» **Assigned task**
Scan the records that follow, and whenever a line has the word "their", copy it.

Saved entries
---------------
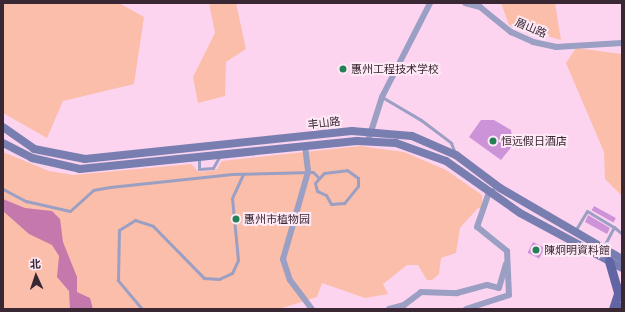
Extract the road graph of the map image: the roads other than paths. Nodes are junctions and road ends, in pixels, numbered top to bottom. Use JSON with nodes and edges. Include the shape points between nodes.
{"nodes":[{"id":1,"x":430,"y":3,"type":"edge"},
{"id":2,"x":465,"y":3,"type":"edge"},
{"id":3,"x":622,"y":43,"type":"edge"},
{"id":4,"x":382,"y":97,"type":"junction"},
{"id":5,"x":3,"y":127,"type":"edge"},
{"id":6,"x":370,"y":130,"type":"junction"},
{"id":7,"x":368,"y":141,"type":"junction"},
{"id":8,"x":3,"y":143,"type":"edge"},
{"id":9,"x":305,"y":146,"type":"junction"},
{"id":10,"x":208,"y":147,"type":"junction"},
{"id":11,"x":456,"y":154,"type":"junction"},
{"id":12,"x":220,"y":155,"type":"junction"},
{"id":13,"x":199,"y":157,"type":"junction"},
{"id":14,"x":308,"y":172,"type":"junction"},
{"id":15,"x":243,"y":174,"type":"junction"},
{"id":16,"x":318,"y":177,"type":"junction"},
{"id":17,"x":500,"y":188,"type":"junction"},
{"id":18,"x":3,"y":189,"type":"edge"},
{"id":19,"x":489,"y":193,"type":"junction"},
{"id":20,"x":614,"y":227,"type":"junction"},
{"id":21,"x":574,"y":232,"type":"junction"},
{"id":22,"x":622,"y":234,"type":"edge"},
{"id":23,"x":605,"y":249,"type":"junction"},
{"id":24,"x":622,"y":251,"type":"edge"},
{"id":25,"x":622,"y":259,"type":"edge"},
{"id":26,"x":507,"y":261,"type":"junction"},
{"id":27,"x":608,"y":261,"type":"junction"},
{"id":28,"x":622,"y":268,"type":"edge"},
{"id":29,"x":622,"y":282,"type":"edge"},
{"id":30,"x":618,"y":292,"type":"junction"},
{"id":31,"x":622,"y":306,"type":"edge"},
{"id":32,"x":142,"y":309,"type":"edge"},
{"id":33,"x":312,"y":309,"type":"edge"},
{"id":34,"x":389,"y":309,"type":"edge"},
{"id":35,"x":466,"y":309,"type":"edge"},
{"id":36,"x":613,"y":309,"type":"edge"},
{"id":37,"x":621,"y":309,"type":"edge"}],
"edges":[{"from":1,"to":4,"type":"street"},
{"from":2,"to":3,"type":"street","name":"眉山路","via":[[480,7],[511,32],[533,42],[556,47]]},
{"from":4,"to":6,"type":"street"},
{"from":4,"to":11,"type":"lane","via":[[451,143]]},
{"from":5,"to":10,"type":"main road","name":"丰山路","via":[[34,148],[69,158],[99,159]]},
{"from":6,"to":7,"type":"street"},
{"from":6,"to":10,"type":"main road","name":"丰山路"},
{"from":6,"to":11,"type":"main road","name":"丰山路","via":[[412,136]]},
{"from":7,"to":9,"type":"main road","name":"丰山路"},
{"from":7,"to":19,"type":"main road","name":"丰山路","via":[[396,143],[446,161]]},
{"from":8,"to":13,"type":"main road","name":"丰山路","via":[[32,158],[69,168]]},
{"from":9,"to":12,"type":"main road","name":"丰山路"},
{"from":9,"to":14,"type":"street"},
{"from":10,"to":13,"type":"main road"},
{"from":11,"to":17,"type":"main road","name":"丰山路"},
{"from":12,"to":13,"type":"main road","name":"丰山路"},
{"from":12,"to":13,"type":"lane","via":[[213,168],[199,169]]},
{"from":14,"to":15,"type":"lane"},
{"from":14,"to":16,"type":"lane"},
{"from":14,"to":33,"type":"street","via":[[283,260],[290,280]]},
{"from":15,"to":18,"type":"lane","via":[[98,189],[70,211],[26,201]]},
{"from":15,"to":32,"type":"lane","via":[[232,198],[238,260],[232,273],[219,279],[204,278],[153,226],[135,220],[119,230],[118,280]]},
{"from":16,"to":16,"type":"lane","via":[[317,191],[326,195],[331,204],[344,203],[358,186],[358,178],[347,170],[324,173]]},
{"from":17,"to":19,"type":"street"},
{"from":17,"to":21,"type":"main road","name":"丰山路"},
{"from":19,"to":26,"type":"street","via":[[477,227],[506,251]]},
{"from":19,"to":27,"type":"main road","name":"丰山路"},
{"from":20,"to":21,"type":"lane","via":[[587,211]]},
{"from":20,"to":22,"type":"lane"},
{"from":20,"to":23,"type":"lane"},
{"from":21,"to":23,"type":"main road","name":"丰山路"},
{"from":23,"to":24,"type":"main road"},
{"from":23,"to":25,"type":"main road","name":"丰山路"},
{"from":26,"to":34,"type":"street","via":[[499,288],[488,285],[457,293],[421,292],[404,305]]},
{"from":26,"to":35,"type":"street","via":[[509,295]]},
{"from":27,"to":28,"type":"main road","name":"丰山路"},
{"from":27,"to":30,"type":"main road"},
{"from":29,"to":30,"type":"main road"},
{"from":30,"to":36,"type":"main road"},
{"from":31,"to":37,"type":"main road"}]}
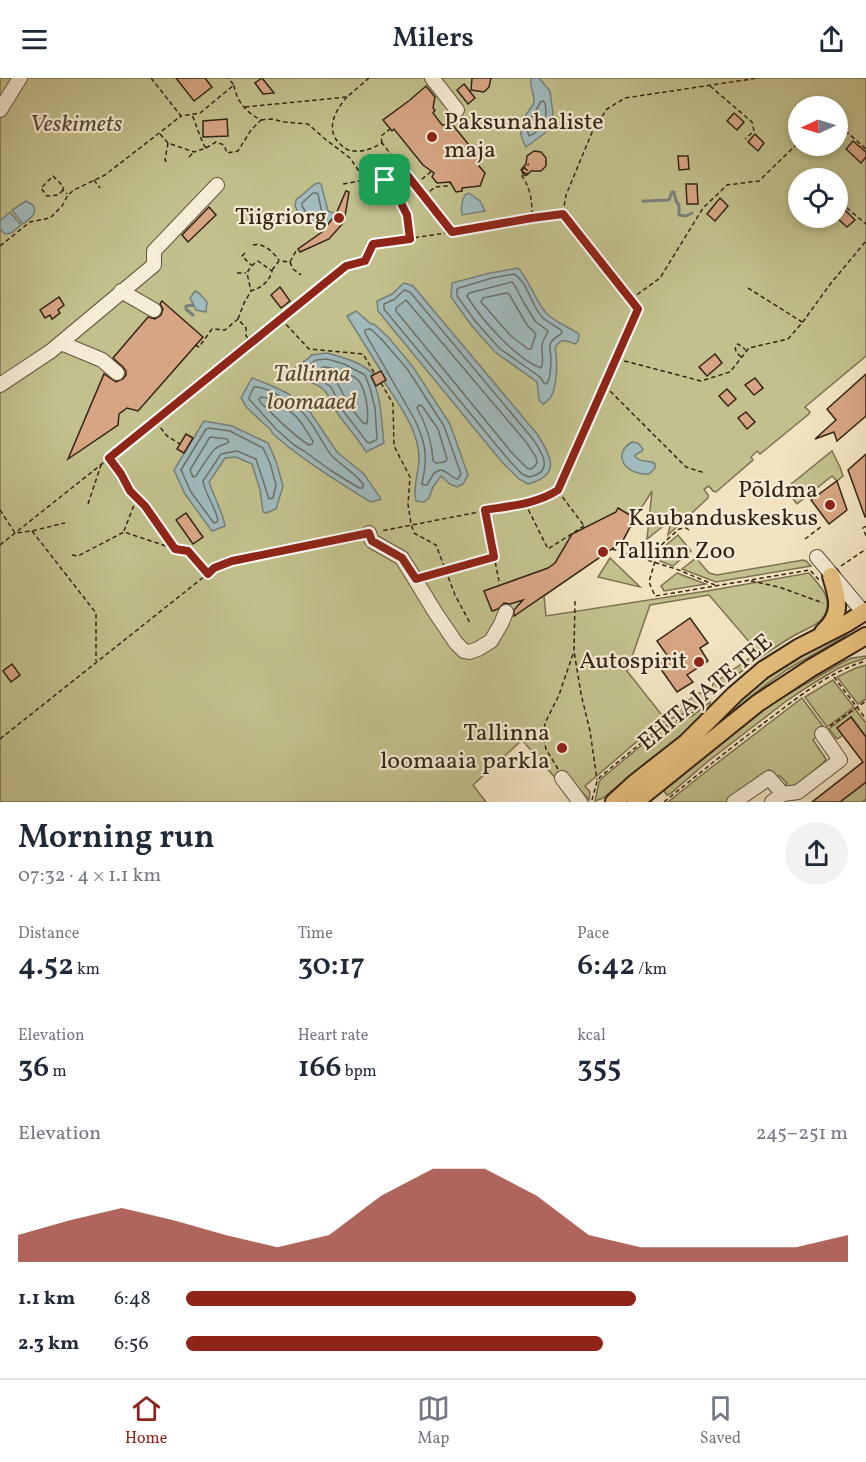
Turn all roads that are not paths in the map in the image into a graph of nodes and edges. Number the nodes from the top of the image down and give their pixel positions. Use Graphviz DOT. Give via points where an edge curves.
graph roads {
  1 [pos="20,78"];
  2 [pos="432,78"];
  3 [pos="0,110"];
  4 [pos="457,111"];
  5 [pos="217,185"];
  6 [pos="121,291"];
  7 [pos="154,310"];
  8 [pos="61,343"];
  9 [pos="117,373"];
  10 [pos="0,385"];
  11 [pos="369,533"];
  12 [pos="813,563"];
  13 [pos="836,571"];
  14 [pos="506,612"];
  15 [pos="865,613"];
  16 [pos="866,636"];
  17 [pos="815,638"];
  18 [pos="866,651"];
  19 [pos="811,668"];
  20 [pos="824,731"];
  21 [pos="562,778"];
  22 [pos="636,782"];
  23 [pos="777,798"];
  24 [pos="581,800"];
  25 [pos="603,802"];
  26 [pos="614,802"];
  27 [pos="635,802"];
  28 [pos="734,802"];
  1 -- 3 [label="street"];
  2 -- 4 [label="street"];
  5 -- 6 [label="street" via="154,251 154,265"];
  6 -- 7 [label="street"];
  6 -- 8 [label="street"];
  8 -- 9 [label="street" via="102,360"];
  8 -- 10 [label="street"];
  11 -- 14 [label="street" via="372,541 402,558 464,651 478,649 490,641"];
  12 -- 13 [label="street"];
  13 -- 15 [label="street"];
  13 -- 17 [label="main road" via="837,611 830,626"];
  15 -- 17 [label="main road, EHITAJATE TEE"];
  15 -- 19 [label="main road" via="853,635"];
  16 -- 19 [label="main road, EHITAJATE TEE"];
  17 -- 22 [label="main road, EHITAJATE TEE" via="749,681 687,742"];
  18 -- 19 [label="main road"];
  19 -- 27 [label="main road, EHITAJATE TEE" via="758,703"];
  20 -- 23 [label="street" via="840,760 798,792"];
  21 -- 24 [label="street"];
  22 -- 25 [label="street"];
  22 -- 26 [label="main road, EHITAJATE TEE"];
  23 -- 28 [label="street" via="769,778"];
}
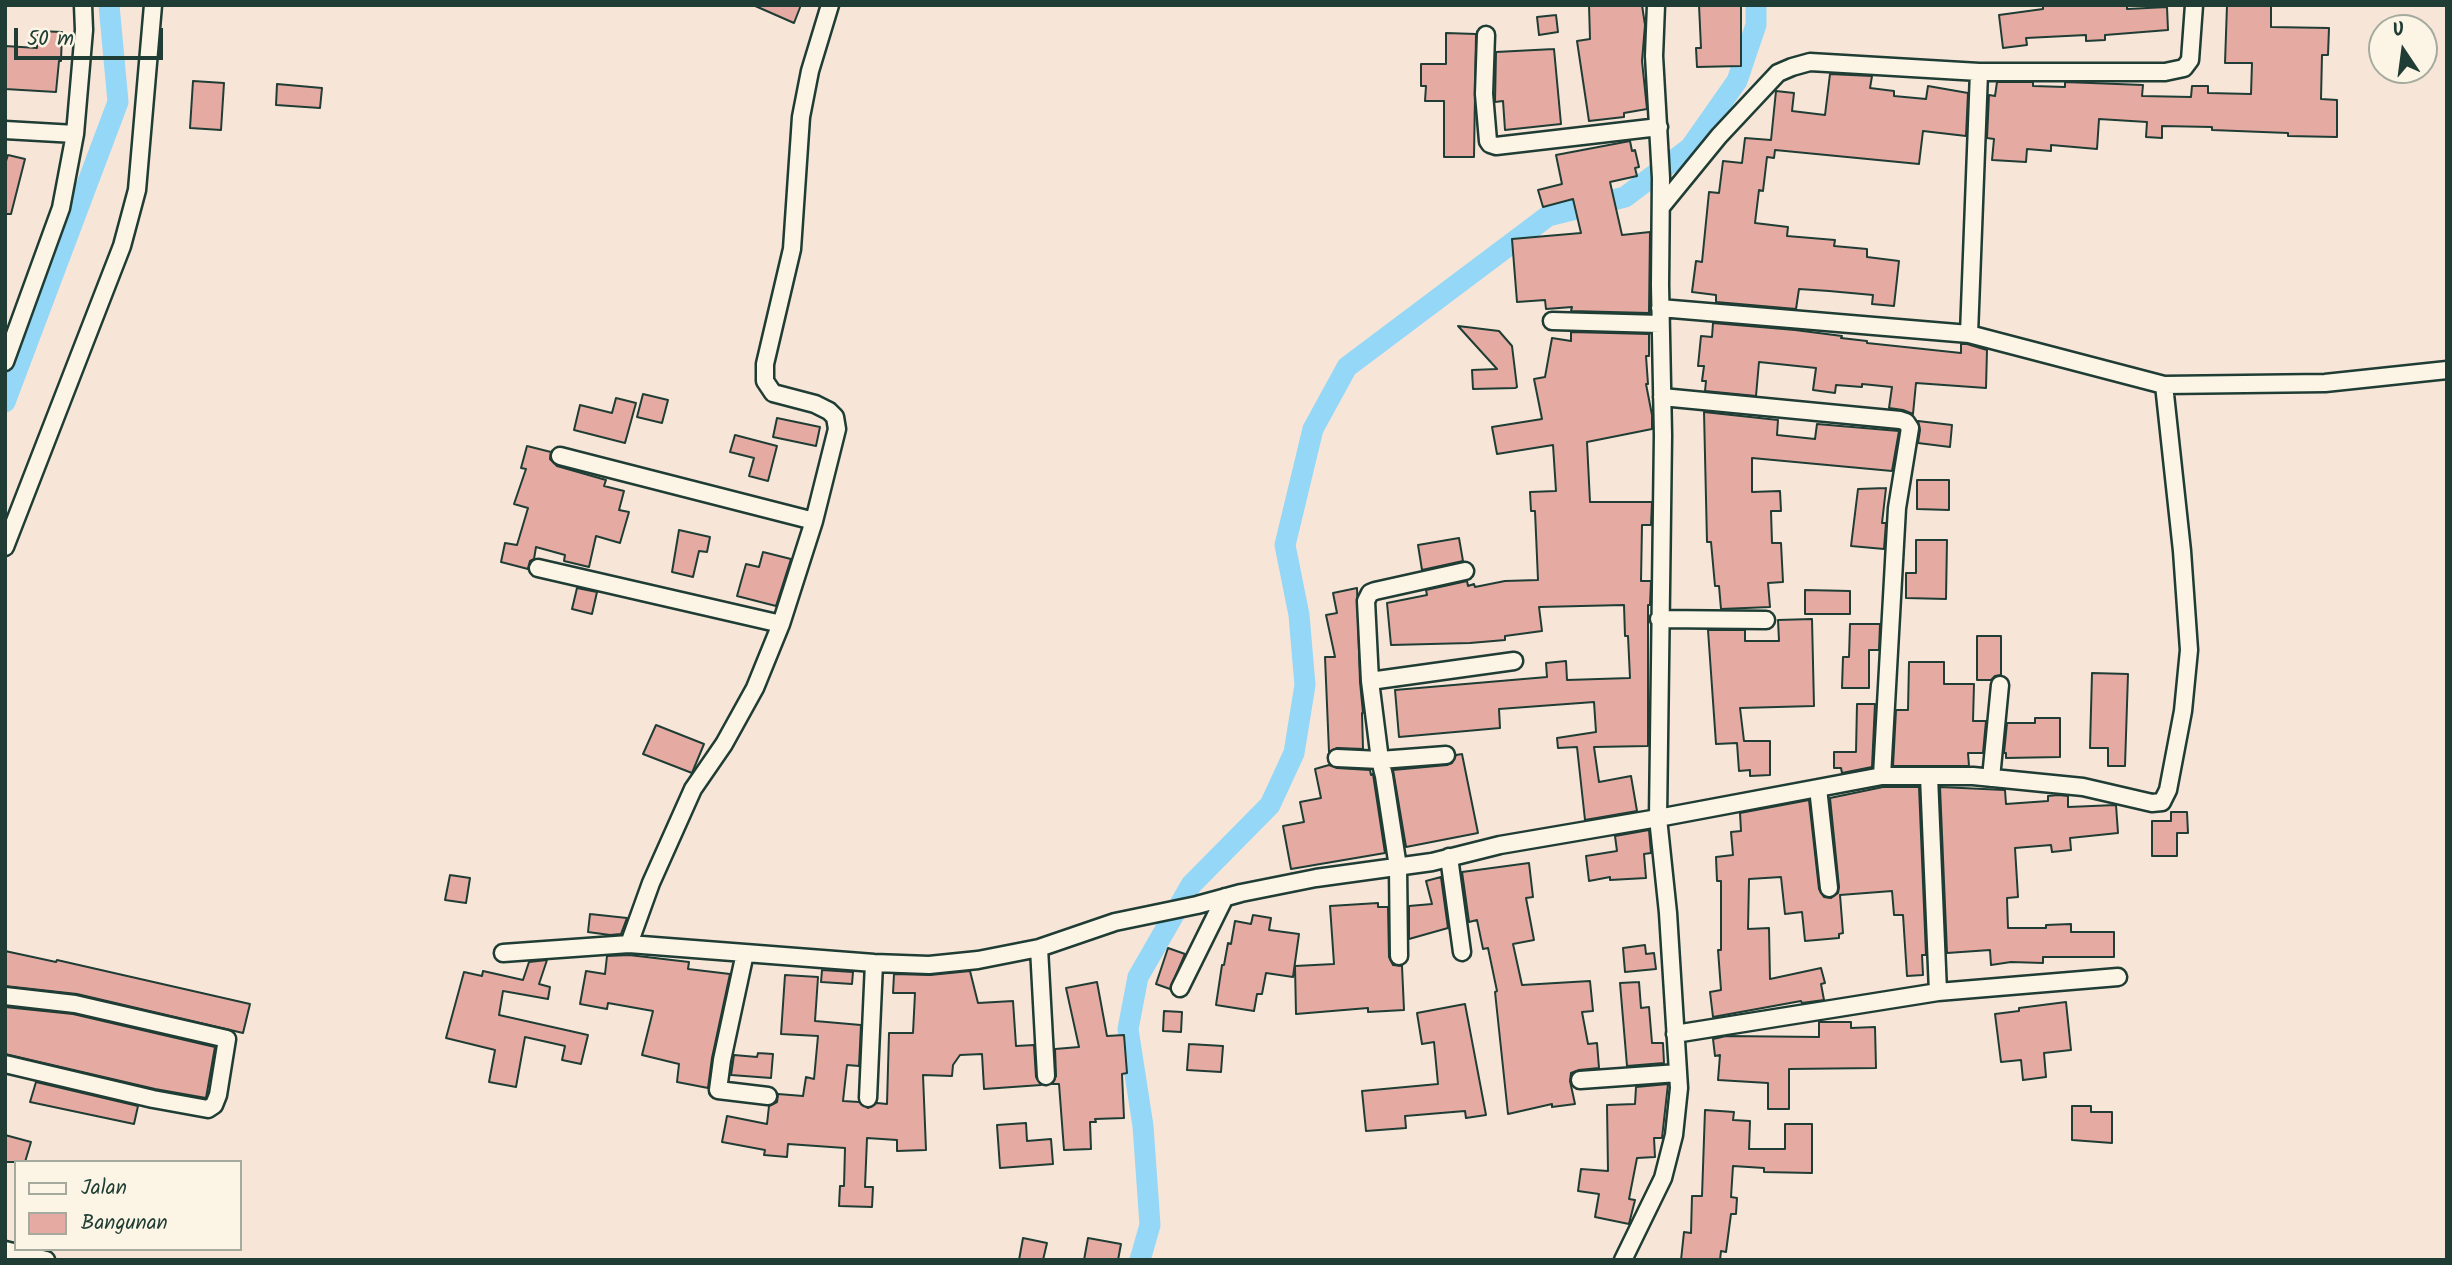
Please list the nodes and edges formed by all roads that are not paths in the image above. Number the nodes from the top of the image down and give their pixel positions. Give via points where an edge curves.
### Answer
1 (83, 5) edge
2 (153, 5) edge
3 (830, 5) edge
4 (1656, 5) edge
5 (2194, 5) edge
6 (1486, 35) dead end
7 (1979, 72) junction
8 (5, 130) edge
9 (75, 134) junction
10 (1659, 135) junction
11 (1661, 207) junction
12 (1660, 316) junction
13 (1552, 321) dead end
14 (11, 334) edge
15 (1969, 334) junction
16 (5, 362) edge
17 (2447, 370) edge
18 (2164, 385) junction
19 (1662, 397) junction
20 (560, 456) dead end
21 (814, 521) junction
22 (5, 547) edge
23 (538, 568) dead end
24 (1465, 571) dead end
25 (1659, 619) junction
26 (1766, 620) dead end
27 (780, 625) junction
28 (1514, 661) dead end
29 (1370, 681) junction
30 (2000, 685) dead end
31 (1446, 755) dead end
32 (1337, 758) dead end
33 (1380, 760) junction
34 (1882, 776) junction
35 (1929, 776) junction
36 (1991, 778) junction
37 (1818, 788) junction
38 (1658, 818) junction
39 (1449, 857) junction
40 (1398, 867) junction
41 (1829, 888) dead end
42 (1225, 897) junction
43 (629, 944) junction
44 (1040, 948) junction
45 (1462, 952) dead end
46 (503, 953) dead end
47 (745, 953) junction
48 (1399, 956) dead end
49 (874, 963) junction
50 (2118, 977) dead end
51 (1180, 988) dead end
52 (1938, 992) junction
53 (5, 996) edge
54 (1675, 1034) junction
55 (5, 1065) edge
56 (1678, 1073) junction
57 (1046, 1076) dead end
58 (1580, 1080) dead end
59 (768, 1096) dead end
60 (868, 1098) dead end
61 (5, 1250) edge
62 (46, 1260) edge
63 (1623, 1260) edge

1 - 9 street
2 - 22 street via 136,190 122,246
3 - 21 street via 801,117 792,249 765,364 765,380 773,393 815,404 835,417 837,429
4 - 10 street
5 - 7 street via 2190,60 2179,70
6 - 10 street via 1484,94 1490,145
7 - 11 street via 1810,62 1791,66 1778,73 1719,136
7 - 15 street
8 - 9 street
9 - 14 street via 61,208
10 - 11 street
11 - 12 street
12 - 13 street
12 - 15 street
12 - 19 street
14 - 16 street
15 - 18 street
17 - 18 street via 2325,383
18 - 36 street via 2189,650 2183,711 2165,797 2152,803 2083,787
19 - 25 street
19 - 34 street via 1900,420 1910,428 1897,508
20 - 21 street
21 - 27 street
23 - 27 street
24 - 29 street via 1370,593 1366,601
25 - 26 street
25 - 38 street
27 - 43 street via 755,688 693,789
28 - 29 street
29 - 33 street
30 - 36 street
31 - 33 street
32 - 33 street
33 - 40 street
34 - 35 street
34 - 37 street
35 - 36 street
35 - 52 street
37 - 38 street
37 - 41 street
38 - 39 street
38 - 54 street
39 - 40 street
39 - 45 street
40 - 42 street
40 - 48 street
42 - 44 street via 1115,922
42 - 51 street
43 - 46 street
43 - 47 street
44 - 49 street via 941,964
44 - 57 street
47 - 49 street
47 - 59 street via 718,1090
49 - 60 street
50 - 52 street
52 - 54 street
53 - 55 street via 75,1004 227,1039 218,1095 208,1109
54 - 56 street
56 - 58 street
56 - 63 street via 1674,1135 1663,1178
61 - 62 street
---------------
» **Response**
Turn all roads that are not paths in the map in the image into a graph of nodes and edges. Number the nodes from the top of the image down and give their pixel positions. Use Graphviz DOT. Give via points where an edge curves.
Please list the nodes and edges formed by all roads that are not paths in the image above. Number the nodes from the top of the image down and give their pixel positions. Give via points where an edge curves.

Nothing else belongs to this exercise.